Assim que agora não há de que queixar-me,
Meu direito e minhas queixas hão parado,
Pois vós não tendes que já de pagar-me.

Não ei de ser eu de prudência tão minguado,
Que deste fogo, no qual fui queixar-me
Fiquei queixoso em vê-lo que há queimado.

XXXIX – Soneto

Não é tempo já de não ter temperança,
Se minha dor quisesse consenti-la,
Perdoou minha fatiga e ao senti-la,
Ao desgosto que do sofrer me alcança.

Mas ao amor me põe com tanta tua lança,
Que oxalá já pudesse não de sofre-la;  
Hajam de mim os homens já manchados,
Sequer porque sou eu em tua semelhança.

Caiu e levanto, espero e desconfio,
Não tenho de viver senão que sinto,
Já quando sou pareço desvario.

Se um pouco mais em meu penar porfio,
Em mim presto se acabarás o tormento,
Teu poder acabando com o meu.

XL – Soneto

Vi-me através em fortes penas dado,
Quase sem vida, e os demais perdido,
E então fui de prudência de tão caído
Que em tanto mal me vi estar descuidado.

Hei entendido depois tão mal estado,
Quando as gentes dele me hão advertido,
E si agora, aqui estou arrependido,
Não me contento, pois, tanto hei demorado.

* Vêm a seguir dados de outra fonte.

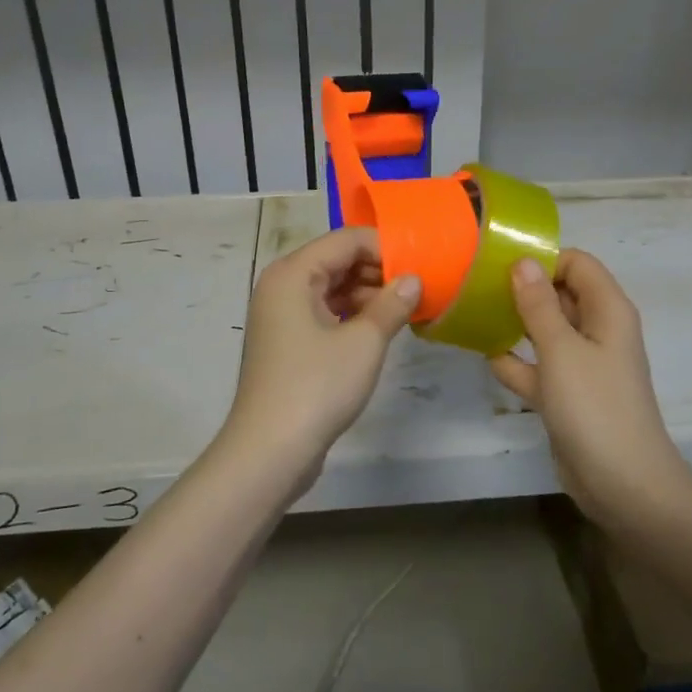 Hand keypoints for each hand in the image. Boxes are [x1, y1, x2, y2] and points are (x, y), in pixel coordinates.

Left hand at [222, 228, 419, 473]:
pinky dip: (352, 316)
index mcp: (292, 273)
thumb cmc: (316, 387)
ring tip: (405, 310)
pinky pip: (324, 312)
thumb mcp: (364, 342)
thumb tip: (414, 280)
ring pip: (332, 288)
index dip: (386, 248)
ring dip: (368, 295)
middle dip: (378, 271)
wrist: (269, 451)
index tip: (422, 266)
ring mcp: (281, 315)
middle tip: (418, 289)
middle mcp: (282, 285)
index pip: (346, 240)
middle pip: (337, 261)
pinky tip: (381, 329)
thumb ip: (392, 304)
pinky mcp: (287, 341)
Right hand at [491, 251, 691, 524]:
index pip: (577, 264)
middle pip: (560, 294)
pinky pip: (539, 366)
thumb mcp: (561, 350)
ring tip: (474, 312)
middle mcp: (597, 330)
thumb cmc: (595, 406)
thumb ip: (539, 305)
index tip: (501, 263)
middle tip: (477, 284)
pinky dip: (516, 361)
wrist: (623, 484)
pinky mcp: (568, 394)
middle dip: (524, 288)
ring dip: (516, 322)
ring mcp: (582, 364)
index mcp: (607, 311)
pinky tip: (485, 355)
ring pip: (547, 330)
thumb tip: (523, 261)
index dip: (544, 259)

Não demores entender logo do engano,
Porém, o miserável, não lhes queria,
Acabar de crer de tão forte dano.

Venceste ao fim verdade minha porfia,
E ficou confirmado o desengano,
Tomando nova volta n´ alma minha. 

XLI – Soneto

Deixa-me em paz, Ô duros pensamentos,
Basta-os do dano e a vergonha feita,
Se todo é passado de que se aprova,
Inventar sobre meus novos tormentos?

Natura em mim perdeu teus movimentos,
N´alma já dos pés da dor si enchida,
Tem por bem, nesta regra tão estreita,
A tantos casos, há tantos sofrimentos.

Amor, fortuna e morte que é presente,
Me levaram ao fim por tuas jornadas,
E minha conta devias ter me chegado.

Já quando acaso arrochar acidente,
Se volto ao rosto e olho minhas pisadas,
Temo em ver me por onde me hei passado.

XLII – Soneto

Eu vos conto já passos que vou dando,
Vendo bem as terras que eu me trespasso,
Se o peço em me dar um só do passo,
Quero sempre parar sempre que eu ando.

Trago este corpo que por força mando,
E com carga dele vou me tão ao passo,
E em pouca terra tanta da dor passo,
Que é quando ando a andar-me reparando.

Eu que farei que me parti com cuidado?
Mal volverá quem tanto mal me há feito,
Assim se é agora mal quando eu faz.

Ando comigo em tudo já tão penado,
Que em mim de nada fico satisfeito,
Porém de ver-me não me satisfaço.

XLIII – Soneto

Põe-me na vida mais brava importuna,
De pedir mim vezes a Deus mortalha,
Põe-me idade madurês, mas que trabalha,
Nos braços da ama ou em nesta cama.

Põe-me embaixo em próspera da fortuna,
Põe-me do sol ao trato humano encontra,
Ô à do por frio ao alto mar se imóvel,
No abismo de que encima desta lua. 

Põe-me dos nossos pés vivem as gentes,
O na terra ou em céu ou em que vento,
Põe-me dentre feras, posta entre dentes.

Da morte e do sangue é tudo o fundamento,
Onde queiras conservar sempre presente,
Os olhos por quem morro tão contento.

XLIV – Soneto

Quando será retorno a ver os olhos,
De donde amor me fez tanta da guerra
E possa estar olhando aquela terra,
Que me deixei com todos meus despojos?

Não posso, triste, mais com meus nojos,
Á cada passo o coração me cerra,
Ver tanto canto em meio e tanta serra,
Vivendo me arrancam desta abundância.

Ando mil vezes por tomar o meu voo,
E volver mal, sem esperar razão,
Haver por mais prudência esta loucura.

Porém logo levanto-me um tremor,
Conosco que me engana ao coração,
Estando estou por não estragar da cura.